口蓋帆張筋 Musculus tensor veli palatini

J0081 (外頭蓋底:筋の起こる所と着く所を示す図)

J0564 (頚深部の動脈、右方からの図)

J0673 (口蓋:粘膜を取り除いた後に下方からの図)

J0679 (咽頭の上端:下方からの図)

J0680 (咽頭と喉頭の筋:後方から見た図)

J0681 (口蓋の筋:後方からの図)

J0682 (右側の耳管軟骨部:側面、わずかに下後方からの図)

J0684 (咽頭の筋、右側からの図)

J0919 (右側の舌神経:右方からの図)

J1044 (右の軟骨性耳管の軟骨部分の側方端近くの断面:内側からの図)

J1045 (右の軟骨性耳管の外側方向と内側部の3分の1の境界断面:内側からの図)

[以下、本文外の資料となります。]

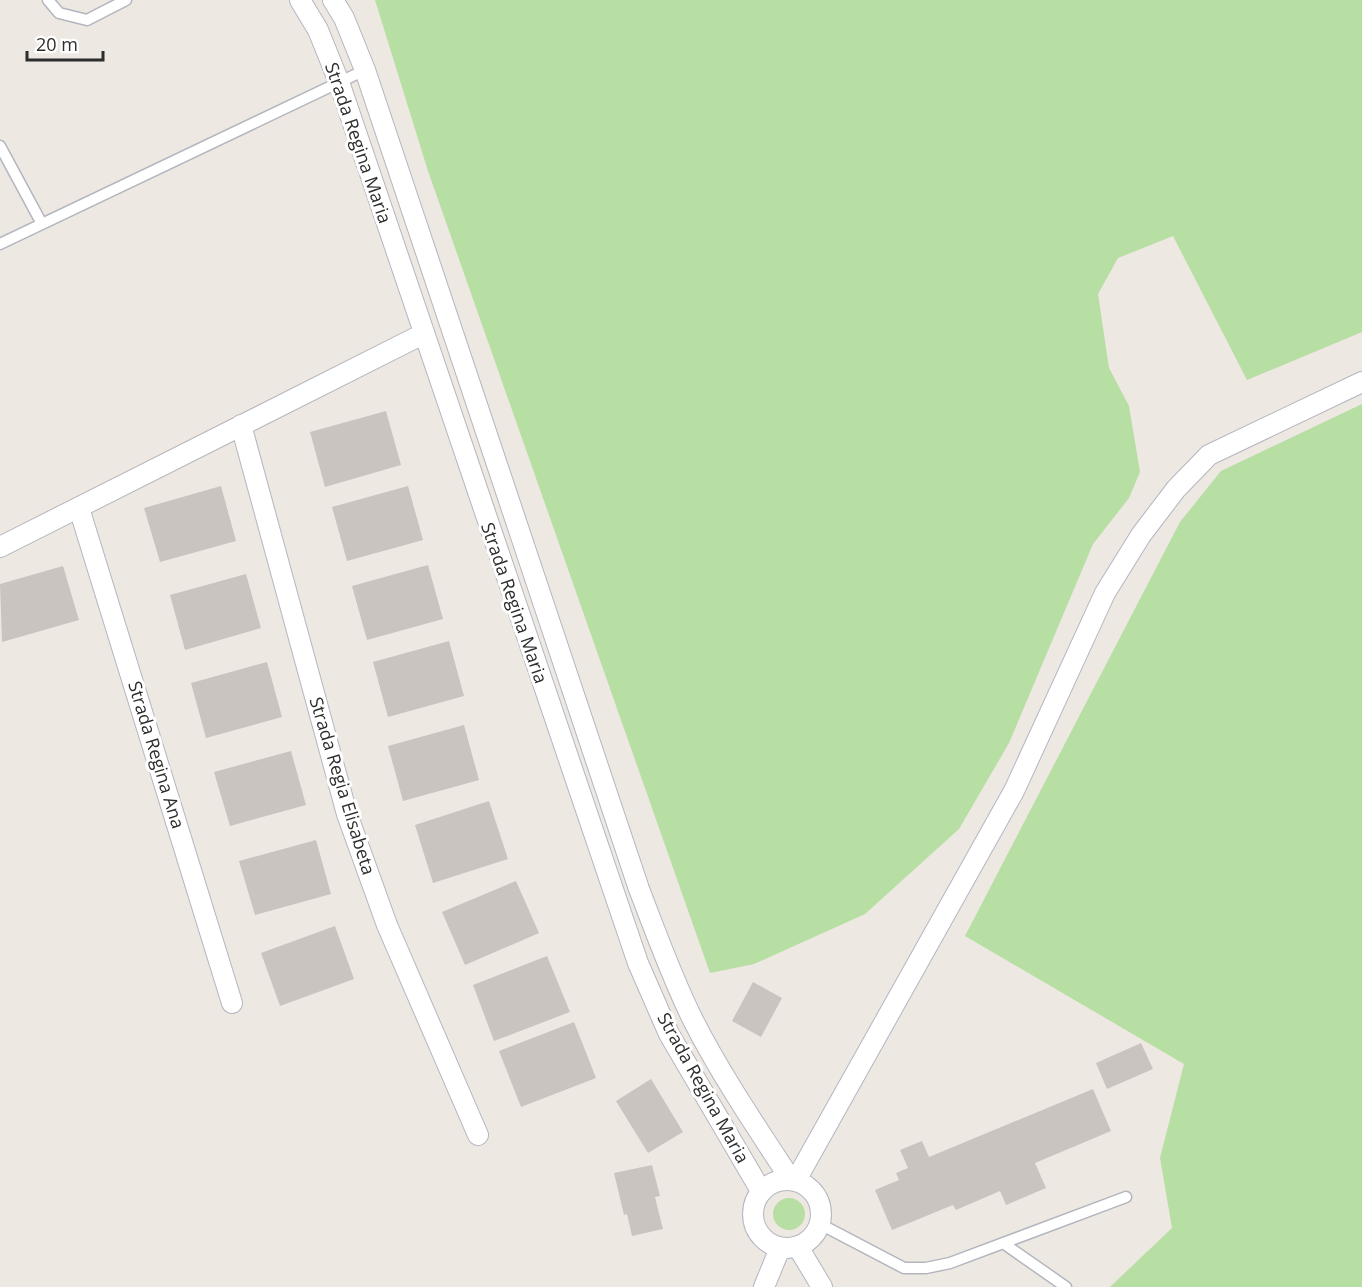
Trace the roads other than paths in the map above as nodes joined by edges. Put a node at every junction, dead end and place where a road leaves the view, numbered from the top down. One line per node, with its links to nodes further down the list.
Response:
1 (48, 0): 2 (lane)
2 (126, 0)
3 (300, 0): 6 (street, Strada Regina Maria)
4 (333, 0): 5 (street, Strada Regina Maria)
5 (366, 70): 6 (lane); 17 (street, Strada Regina Maria)
6 (339, 82): 8 (lane); 10 (street, Strada Regina Maria)
7 (0, 146): 8 (lane)
8 (42, 224): 9 (lane)
9 (0, 244)
10 (423, 333): 12 (street); 18 (street, Strada Regina Maria)
11 (1362, 382): 17 (street)
12 (241, 425): 13 (street); 16 (street, Strada Regia Elisabeta)
13 (79, 508): 14 (street); 15 (street, Strada Regina Ana)
14 (0, 547)
15 (232, 1003)
16 (478, 1135)
17 (794, 1180): 18 (street); 20 (street)
18 (761, 1191): 22 (street)
19 (1126, 1197): 21 (lane)
20 (820, 1224): 21 (lane); 22 (street)
21 (1003, 1243): 25 (lane)
22 (789, 1248): 23 (street); 24 (street)
23 (764, 1287)
24 (822, 1287)
25 (1066, 1287)

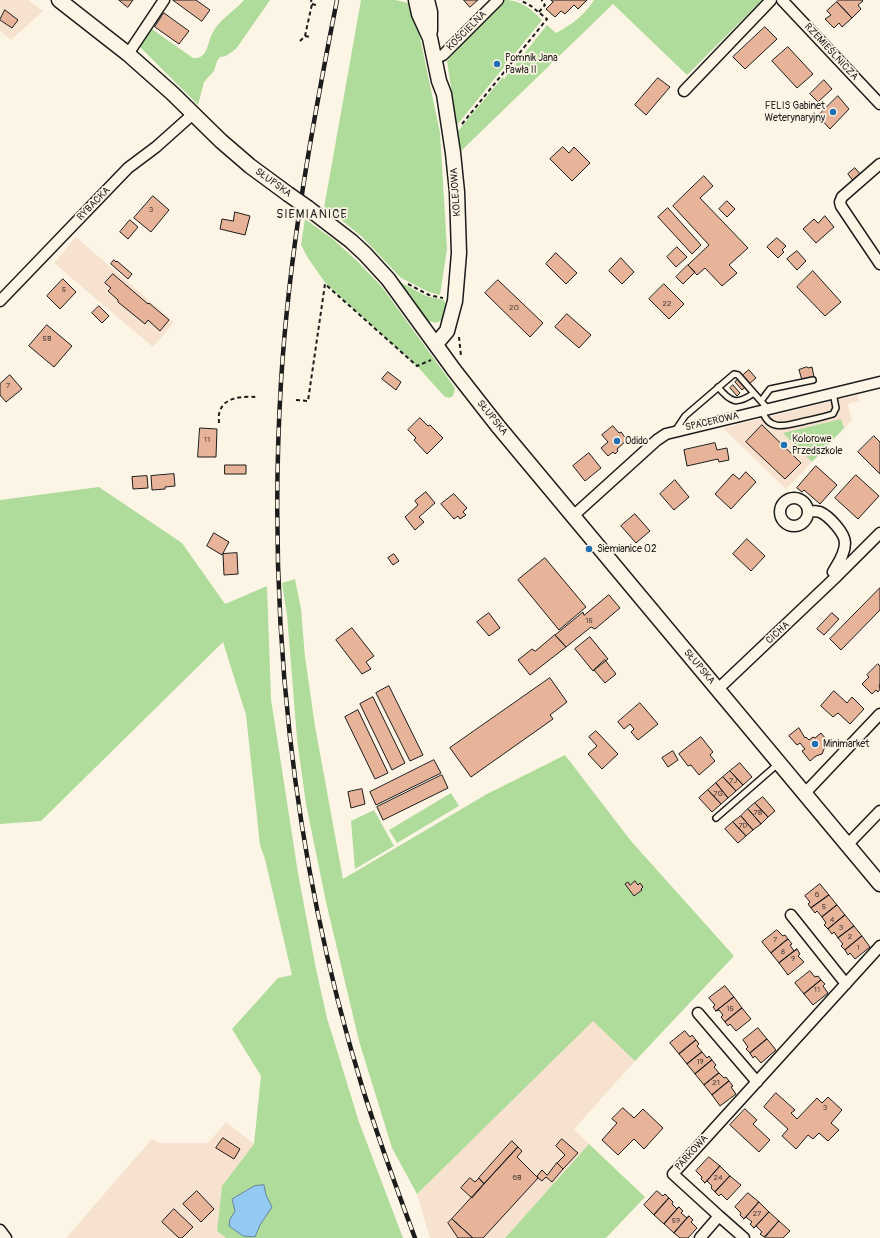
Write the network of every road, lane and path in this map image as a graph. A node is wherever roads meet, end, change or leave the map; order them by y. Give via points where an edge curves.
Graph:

J1046 (右の軟骨性耳管の中央部と内側部の境界断面:内側からの図)

J1047 (右の軟骨性耳管の耳管の咽頭開口近くの断面:内側からの図)
口蓋帆張筋は、咽頭筋群の中で特に解剖学的・臨床的に重要な筋肉であり、耳管機能と軟口蓋運動の両面において中心的な役割を果たします(Huang et al., 2023)。以下に、その詳細な構造、機能、および臨床的意義について包括的に解説します。
1. 解剖学的特徴
1.1 起始部の詳細
- **主要起始点:**蝶形骨の舟状窩(scaphoid fossa)から起始します。この舟状窩は、蝶形骨翼状突起の基部に位置する浅い窪みで、口蓋帆張筋の最も重要な付着部位です(Gray and Carter, 2024)。
- **副次的起始点:**蝶形骨大翼(greater wing of sphenoid)の下面から細い帯状の筋線維が起始します。この部分は、筋肉の安定性と力の伝達に寄与しています(Smith and Johnson, 2024)。
- **付加的起始点:**耳管軟骨(auditory tube cartilage)の外側壁および膜性部から起始します。この付着は、耳管開放機能において特に重要な解剖学的特徴です(Lee and Park, 2024)。
- **筋束の構成:**これらの異なる起始部位から生じた筋線維は、収束しながら下方に向かい、統一された筋腹を形成します(Wilson et al., 2023)。
1.2 走行経路の詳細
- **下行部:**筋腹は、翼突窩(pterygoid fossa)内を垂直に近い角度で下方に走行します。この走行経路は、内側翼突筋の外側に位置し、翼突筋群との解剖学的関係を形成しています(Smith and Johnson, 2024)。
- **腱への移行:**翼突鈎(pterygoid hamulus)の外側に到達すると、筋腹は腱組織へと移行します。この移行部は、筋肉の機能において重要な力学的転換点となります(Gray and Carter, 2024)。
- **方向転換機構:**形成された腱は、翼突鈎を滑車(pulley)として利用し、約90度の角度で内側方向へ鋭く転換します。この滑車機構により、筋肉の収縮力が効率的に軟口蓋へ伝達されます(Wilson et al., 2023)。
- **周囲構造との関係:**走行経路において、口蓋帆挙筋、内側翼突筋、および咽頭収縮筋群と密接な解剖学的関係を持ちます(Zhang et al., 2023)。
1.3 停止部の詳細
- **主要停止部:**口蓋腱膜(palatine aponeurosis)に扇状に広がって停止します。口蓋腱膜は軟口蓋の中央部を構成する線維性構造で、複数の口蓋筋の停止部として機能します(Wilson et al., 2023)。
- **停止の範囲:**腱線維は、口蓋腱膜の前外側部から中央部にかけて広範囲に分布し、軟口蓋の構造的支持に寄与します(Gray and Carter, 2024)。
- **他の口蓋筋との交錯:**軟口蓋の筋層内で、口蓋帆挙筋、口蓋垂筋、口蓋舌筋、口蓋咽頭筋と複雑に交錯し、三次元的な筋肉ネットワークを形成します(Smith and Johnson, 2024)。
- **線維の配向:**停止部における線維の配向は、軟口蓋の側方牽引と緊張維持に最適化された構造を示します(Zhang et al., 2023)。